If Yehoshua was looking for a way out of the conundrum created in chapter 9, he seems to receive the perfect opportunity in chapter 10. The Givonim, who had lied their way to a covenantal alliance with the Israelites, were now being threatened by their neighbors for that act of betrayal. To abandon them to face the consequences of their actions seems to be justice so poetic that it could be ascribed to a גivine guiding hand.

This possibility is raised by Yehoshua in a midrashic conversation with God, and it receives a forceful answer.

“At that hour Yehoshua said: Will I bother the congregation for the sake of these strangers?”  Endanger my own people to protect people who should be my enemy? Who tricked us? Why bother?

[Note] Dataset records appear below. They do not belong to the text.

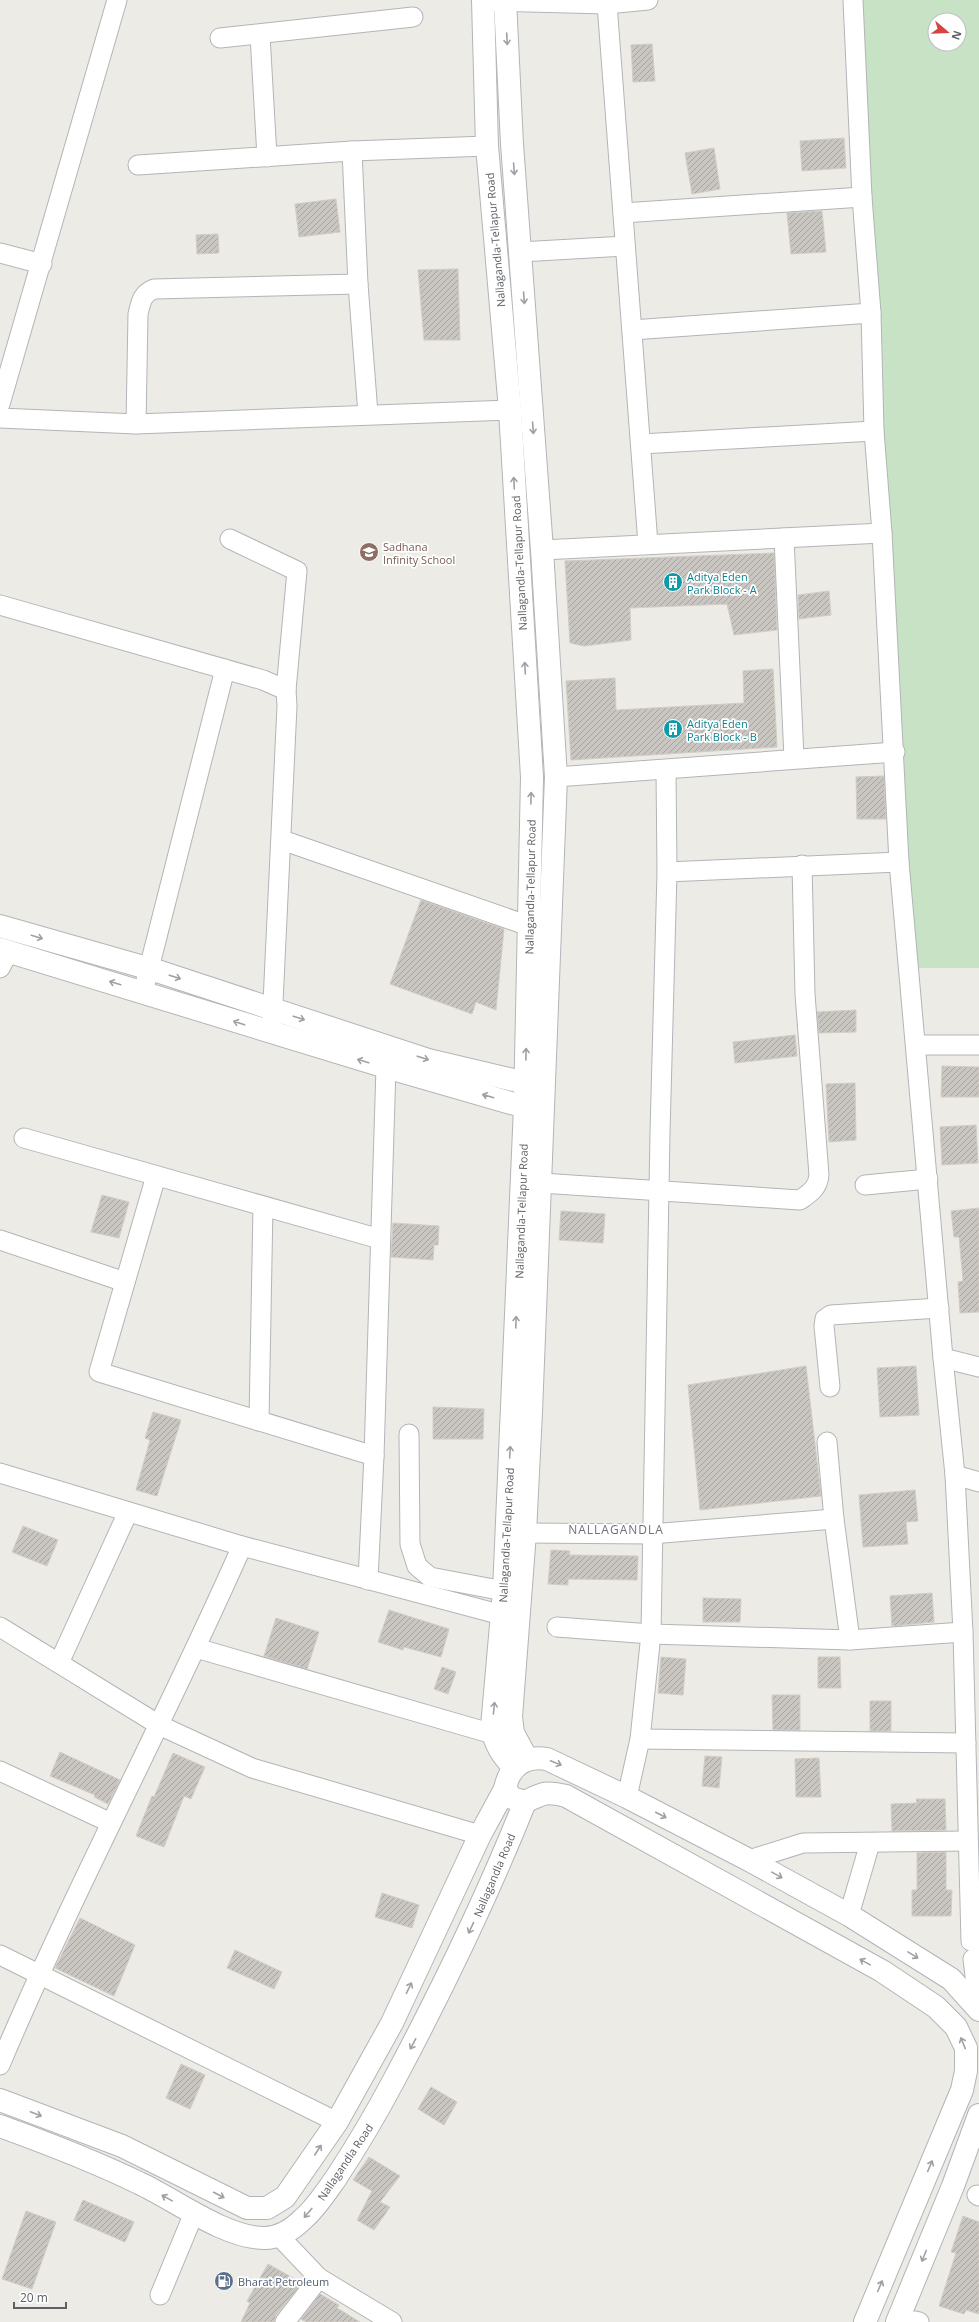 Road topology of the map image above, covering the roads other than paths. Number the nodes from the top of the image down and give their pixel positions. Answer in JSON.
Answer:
{"nodes":[{"id":1,"x":117,"y":0,"type":"edge"},
{"id":2,"x":483,"y":0,"type":"edge"},
{"id":3,"x":505,"y":0,"type":"edge"},
{"id":4,"x":648,"y":0,"type":"edge"},
{"id":5,"x":853,"y":0,"type":"edge"},
{"id":6,"x":607,"y":4,"type":"junction"},
{"id":7,"x":413,"y":17,"type":"dead end"},
{"id":8,"x":260,"y":35,"type":"junction"},
{"id":9,"x":220,"y":38,"type":"dead end"},
{"id":10,"x":487,"y":146,"type":"junction"},
{"id":11,"x":352,"y":151,"type":"junction"},
{"id":12,"x":267,"y":157,"type":"junction"},
{"id":13,"x":138,"y":165,"type":"dead end"},
{"id":14,"x":862,"y":196,"type":"junction"},
{"id":15,"x":623,"y":214,"type":"junction"},
{"id":16,"x":625,"y":246,"type":"junction"},
{"id":17,"x":520,"y":252,"type":"junction"},
{"id":18,"x":0,"y":253,"type":"edge"},
{"id":19,"x":42,"y":264,"type":"junction"},
{"id":20,"x":358,"y":284,"type":"junction"},
{"id":21,"x":871,"y":313,"type":"junction"},
{"id":22,"x":632,"y":330,"type":"junction"},
{"id":23,"x":0,"y":404,"type":"edge"},
{"id":24,"x":510,"y":410,"type":"junction"},
{"id":25,"x":368,"y":414,"type":"junction"},
{"id":26,"x":0,"y":418,"type":"edge"},
{"id":27,"x":136,"y":424,"type":"junction"},
{"id":28,"x":874,"y":431,"type":"junction"},
{"id":29,"x":640,"y":444,"type":"junction"},
{"id":30,"x":882,"y":533,"type":"junction"},
{"id":31,"x":784,"y":538,"type":"junction"},
{"id":32,"x":230,"y":539,"type":"dead end"},
{"id":33,"x":648,"y":544,"type":"junction"},
{"id":34,"x":542,"y":550,"type":"junction"},
{"id":35,"x":0,"y":605,"type":"edge"},
{"id":36,"x":225,"y":670,"type":"junction"},
{"id":37,"x":286,"y":690,"type":"junction"},
{"id":38,"x":895,"y":752,"type":"junction"},
{"id":39,"x":794,"y":758,"type":"junction"},
{"id":40,"x":666,"y":770,"type":"junction"},
{"id":41,"x":556,"y":777,"type":"junction"},
{"id":42,"x":282,"y":840,"type":"junction"},
{"id":43,"x":899,"y":862,"type":"junction"},
{"id":44,"x":802,"y":865,"type":"junction"},
{"id":45,"x":667,"y":872,"type":"junction"},
{"id":46,"x":0,"y":926,"type":"edge"},
{"id":47,"x":529,"y":926,"type":"junction"},
{"id":48,"x":3,"y":956,"type":"edge"},
{"id":49,"x":148,"y":970,"type":"junction"},
{"id":50,"x":143,"y":992,"type":"junction"},
{"id":51,"x":274,"y":1010,"type":"junction"},
{"id":52,"x":271,"y":1033,"type":"junction"},
{"id":53,"x":979,"y":1045,"type":"edge"},
{"id":54,"x":916,"y":1046,"type":"junction"},
{"id":55,"x":386,"y":1068,"type":"junction"},
{"id":56,"x":526,"y":1083,"type":"junction"},
{"id":57,"x":526,"y":1107,"type":"junction"},
{"id":58,"x":24,"y":1138,"type":"dead end"},
{"id":59,"x":156,"y":1176,"type":"junction"},
{"id":60,"x":928,"y":1179,"type":"junction"},
{"id":61,"x":541,"y":1183,"type":"junction"},
{"id":62,"x":865,"y":1184,"type":"dead end"},
{"id":63,"x":660,"y":1192,"type":"junction"},
{"id":64,"x":263,"y":1206,"type":"junction"},
{"id":65,"x":380,"y":1239,"type":"junction"},
{"id":66,"x":0,"y":1240,"type":"edge"},
{"id":67,"x":125,"y":1282,"type":"junction"},
{"id":68,"x":938,"y":1308,"type":"junction"},
{"id":69,"x":942,"y":1358,"type":"junction"},
{"id":70,"x":979,"y":1367,"type":"edge"},
{"id":71,"x":830,"y":1387,"type":"dead end"},
{"id":72,"x":521,"y":1412,"type":"junction"},
{"id":73,"x":259,"y":1421,"type":"junction"},
{"id":74,"x":408,"y":1434,"type":"dead end"},
{"id":75,"x":827,"y":1442,"type":"dead end"},
{"id":76,"x":374,"y":1456,"type":"junction"},
{"id":77,"x":0,"y":1473,"type":"edge"},
{"id":78,"x":955,"y":1475,"type":"junction"},
{"id":79,"x":979,"y":1482,"type":"edge"},
{"id":80,"x":128,"y":1512,"type":"junction"},
{"id":81,"x":834,"y":1519,"type":"junction"},
{"id":82,"x":525,"y":1533,"type":"junction"},
{"id":83,"x":652,"y":1534,"type":"junction"},
{"id":84,"x":242,"y":1546,"type":"junction"},
{"id":85,"x":368,"y":1580,"type":"junction"},
{"id":86,"x":504,"y":1591,"type":"junction"},
{"id":87,"x":502,"y":1615,"type":"junction"},
{"id":88,"x":0,"y":1627,"type":"edge"},
{"id":89,"x":557,"y":1627,"type":"dead end"},
{"id":90,"x":963,"y":1632,"type":"junction"},
{"id":91,"x":651,"y":1634,"type":"junction"},
{"id":92,"x":850,"y":1640,"type":"junction"},
{"id":93,"x":196,"y":1648,"type":"junction"},
{"id":94,"x":58,"y":1663,"type":"junction"},
{"id":95,"x":159,"y":1725,"type":"junction"},
{"id":96,"x":493,"y":1734,"type":"junction"},
{"id":97,"x":640,"y":1739,"type":"junction"},
{"id":98,"x":966,"y":1743,"type":"junction"},
{"id":99,"x":521,"y":1763,"type":"junction"},
{"id":100,"x":0,"y":1771,"type":"edge"},
{"id":101,"x":505,"y":1789,"type":"junction"},
{"id":102,"x":627,"y":1797,"type":"junction"},
{"id":103,"x":525,"y":1802,"type":"junction"},
{"id":104,"x":111,"y":1823,"type":"junction"},
{"id":105,"x":974,"y":1823,"type":"edge"},
{"id":106,"x":480,"y":1835,"type":"junction"},
{"id":107,"x":968,"y":1842,"type":"junction"},
{"id":108,"x":870,"y":1843,"type":"junction"},
{"id":109,"x":749,"y":1860,"type":"junction"},
{"id":110,"x":849,"y":1915,"type":"junction"},
{"id":111,"x":976,"y":1951,"type":"edge"},
{"id":112,"x":0,"y":1955,"type":"edge"},
{"id":113,"x":38,"y":1974,"type":"junction"},
{"id":114,"x":979,"y":2010,"type":"edge"},
{"id":115,"x":0,"y":2065,"type":"edge"},
{"id":116,"x":0,"y":2100,"type":"edge"},
{"id":117,"x":979,"y":2115,"type":"edge"},
{"id":118,"x":337,"y":2122,"type":"junction"},
{"id":119,"x":0,"y":2126,"type":"edge"},
{"id":120,"x":194,"y":2213,"type":"junction"},
{"id":121,"x":907,"y":2222,"type":"junction"},
{"id":122,"x":934,"y":2232,"type":"junction"},
{"id":123,"x":279,"y":2236,"type":"junction"},
{"id":124,"x":319,"y":2278,"type":"junction"},
{"id":125,"x":160,"y":2294,"type":"dead end"},
{"id":126,"x":285,"y":2322,"type":"edge"},
{"id":127,"x":392,"y":2322,"type":"edge"},
{"id":128,"x":865,"y":2322,"type":"edge"},
{"id":129,"x":911,"y":2322,"type":"edge"}],
"edges":[{"from":1,"to":19,"type":"street"},
{"from":2,"to":3,"type":"street"},
{"from":2,"to":10,"type":"street","name":"Nallagandla-Tellapur Road"},
{"from":3,"to":6,"type":"street"},
{"from":3,"to":17,"type":"street","name":"Nallagandla-Tellapur Road","one_way":true},
{"from":4,"to":6,"type":"street"},
{"from":5,"to":14,"type":"street"},
{"from":6,"to":15,"type":"street"},
{"from":7,"to":8,"type":"street"},
{"from":8,"to":9,"type":"street"},
{"from":8,"to":12,"type":"street"},
{"from":10,"to":11,"type":"street"},
{"from":10,"to":24,"type":"street","name":"Nallagandla-Tellapur Road"},
{"from":11,"to":12,"type":"street"},
{"from":11,"to":20,"type":"street"},
{"from":12,"to":13,"type":"street"},
{"from":14,"to":15,"type":"street"},
{"from":14,"to":21,"type":"street"},
{"from":15,"to":16,"type":"street"},
{"from":16,"to":17,"type":"street"},
{"from":16,"to":22,"type":"street"},
{"from":17,"to":34,"type":"street","name":"Nallagandla-Tellapur Road","one_way":true},
{"from":18,"to":19,"type":"street"},
{"from":19,"to":23,"type":"street"},
{"from":20,"to":25,"type":"street"},
{"from":20,"to":27,"type":"street"},
{"from":21,"to":22,"type":"street"},
{"from":21,"to":28,"type":"street"},
{"from":22,"to":29,"type":"street"},
{"from":24,"to":25,"type":"street"},
{"from":47,"to":24,"type":"street","name":"Nallagandla-Tellapur Road","one_way":true},
{"from":25,"to":27,"type":"street"},
{"from":26,"to":27,"type":"street"},
{"from":28,"to":29,"type":"street"},
{"from":28,"to":30,"type":"street"},
{"from":29,"to":33,"type":"street"},
{"from":30,"to":31,"type":"street"},
{"from":30,"to":38,"type":"street"},
{"from":31,"to":33,"type":"street"},
{"from":31,"to":39,"type":"street"},
{"from":32,"to":37,"type":"street"},
{"from":33,"to":34,"type":"street"},
{"from":34,"to":41,"type":"street","name":"Nallagandla-Tellapur Road"},
{"from":35,"to":36,"type":"street"},
{"from":36,"to":37,"type":"street"},
{"from":36,"to":49,"type":"street"},
{"from":37,"to":42,"type":"street"},
{"from":38,"to":39,"type":"street"},
{"from":38,"to":43,"type":"street"},
{"from":39,"to":40,"type":"street"},
{"from":40,"to":41,"type":"street"},
{"from":40,"to":45,"type":"street"},
{"from":41,"to":61,"type":"street","name":"Nallagandla-Tellapur Road"},
{"from":42,"to":47,"type":"street"},
{"from":42,"to":51,"type":"street"},
{"from":43,"to":44,"type":"street"},
{"from":43,"to":54,"type":"street"},
{"from":44,"to":45,"type":"street"},
{"from":44,"to":63,"type":"street"},
{"from":45,"to":63,"type":"street"},
{"from":46,"to":49,"type":"street","one_way":true},
{"from":56,"to":47,"type":"street","name":"Nallagandla-Tellapur Road","one_way":true},
{"from":50,"to":48,"type":"street","one_way":true},
{"from":49,"to":50,"type":"street"},
{"from":49,"to":51,"type":"street","one_way":true},
{"from":52,"to":50,"type":"street","one_way":true},
{"from":51,"to":52,"type":"street"},
{"from":51,"to":56,"type":"street","one_way":true},
{"from":55,"to":52,"type":"street","one_way":true},
{"from":53,"to":54,"type":"street"},
{"from":54,"to":60,"type":"street"},
{"from":57,"to":55,"type":"street","one_way":true},
{"from":55,"to":65,"type":"street"},
{"from":56,"to":57,"type":"street","name":"Nallagandla-Tellapur Road"},
{"from":72,"to":57,"type":"street","name":"Nallagandla-Tellapur Road","one_way":true},
{"from":58,"to":59,"type":"street"},
{"from":59,"to":64,"type":"street"},
{"from":59,"to":67,"type":"street"},
{"from":60,"to":62,"type":"street"},
{"from":60,"to":68,"type":"street"},
{"from":61,"to":63,"type":"street"},
{"from":61,"to":72,"type":"street","name":"Nallagandla-Tellapur Road"},
{"from":63,"to":83,"type":"street"},
{"from":64,"to":65,"type":"street"},
{"from":64,"to":73,"type":"street"},
{"from":65,"to":76,"type":"street"},
{"from":66,"to":67,"type":"street"},
{"from":67,"to":73,"type":"street"},
{"from":68,"to":69,"type":"street"},
{"from":68,"to":71,"type":"street"},
{"from":69,"to":70,"type":"street"},
{"from":69,"to":78,"type":"street"},
{"from":72,"to":82,"type":"street","name":"Nallagandla-Tellapur Road"},
{"from":86,"to":72,"type":"street","name":"Nallagandla-Tellapur Road","one_way":true},
{"from":73,"to":76,"type":"street"},
{"from":74,"to":86,"type":"street"},
{"from":75,"to":81,"type":"street"},
{"from":76,"to":85,"type":"street"},
{"from":77,"to":80,"type":"street"},
{"from":78,"to":79,"type":"street"},
{"from":78,"to":90,"type":"street"},
{"from":80,"to":84,"type":"street"},
{"from":80,"to":94,"type":"street"},
{"from":81,"to":83,"type":"street"},
{"from":81,"to":92,"type":"street"},
{"from":82,"to":83,"type":"street"},
{"from":82,"to":99,"type":"street","name":"Nallagandla-Tellapur Road"},
{"from":83,"to":91,"type":"street"},
{"from":84,"to":85,"type":"street"},
{"from":84,"to":93,"type":"street"},
{"from":85,"to":87,"type":"street"},
{"from":86,"to":87,"type":"street","name":"Nallagandla-Tellapur Road"},
{"from":96,"to":87,"type":"street","name":"Nallagandla-Tellapur Road","one_way":true},
{"from":88,"to":94,"type":"street"},
{"from":89,"to":91,"type":"street"},
{"from":90,"to":92,"type":"street"},
{"from":90,"to":98,"type":"street"},
{"from":91,"to":92,"type":"street"},
{"from":91,"to":97,"type":"street"},
{"from":93,"to":95,"type":"street"},
{"from":93,"to":96,"type":"street"},
{"from":94,"to":95,"type":"street"},
{"from":95,"to":104,"type":"street"},
{"from":95,"to":106,"type":"street"},
{"from":96,"to":99,"type":"street","name":"Nallagandla-Tellapur Road"},
{"from":97,"to":98,"type":"street"},
{"from":97,"to":102,"type":"street"},
{"from":98,"to":105,"type":"street"},
{"from":99,"to":101,"type":"street"},
{"from":99,"to":102,"type":"street","one_way":true},
{"from":100,"to":104,"type":"street"},
{"from":101,"to":103,"type":"street"},
{"from":101,"to":106,"type":"street"},
{"from":102,"to":109,"type":"street","one_way":true},
{"from":121,"to":103,"type":"street","one_way":true},
{"from":103,"to":123,"type":"street","name":"Nallagandla Road","one_way":true},
{"from":104,"to":113,"type":"street"},
{"from":105,"to":107,"type":"street"},
{"from":118,"to":106,"type":"street","one_way":true},
{"from":107,"to":108,"type":"street"},
{"from":107,"to":111,"type":"street"},
{"from":108,"to":109,"type":"street"},
{"from":108,"to":110,"type":"street"},
{"from":109,"to":110,"type":"street","one_way":true},
{"from":110,"to":114,"type":"street","one_way":true},
{"from":111,"to":114,"type":"street"},
{"from":112,"to":113,"type":"street"},
{"from":113,"to":115,"type":"street"},
{"from":113,"to":118,"type":"street"},
{"from":116,"to":118,"type":"street","one_way":true},
{"from":117,"to":122,"type":"street"},
{"from":120,"to":119,"type":"street","one_way":true},
{"from":120,"to":123,"type":"street"},
{"from":120,"to":125,"type":"street"},
{"from":121,"to":122,"type":"street"},
{"from":128,"to":121,"type":"street","one_way":true},
{"from":122,"to":129,"type":"street","one_way":true},
{"from":123,"to":124,"type":"street"},
{"from":124,"to":126,"type":"street"},
{"from":124,"to":127,"type":"street"}]}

“God responded to him: Yehoshua, if you distance those who are distant from you, in the end you will distance those who are close to you. Go learn your own roots- aren’t they from strangers? As it says: Joseph had two sons…who Osnat, daughter of Poti-Phera, priest of On gave birth to…” (Bamidbar Rabba 8:4)

When we start redrawing lines of who’s in and who’s out, where does it stop, Yehoshua? Are you so sure you’ll be in? You, too, have problematic lineage…

But when you act to bring closer those who are distant, when you go to the rescue of the Givonim, you merit what is arguably the greatest Divine intervention in history. “There was never a day like this before or after, that God listened to a man’s voice, for God fights for Israel.” (Yehoshua 10:14)

What is more, you achieve the destiny predicted for Ephraim by Yaakov. “Lo, this is written in the ‘Book of the Upright'” (Yehoshua 10:13). Ephraim, the child whose birth signified prosperity among the nations (“For God has made me fruitful in the land of my oppression” Breishit 41:52), has a future described along similar lines in Yaakov’s blessing: “and his children will fill the nations” (Breishit 49:19). When did this happen? When Yehoshua sanctified God’s name by standing by those strangers, the Givonim, and God responded by performing a miracle whose grandeur was the talk of all the nations.

When circumstances invite us to circle the wagons, worry about our own, and let “those strangers” around us fend for themselves, regardless of our commitments to them, chapter 11 reminds us that to ‘bring closer those who are distant’ is both our responsibility, and the key to realizing our ultimate destiny.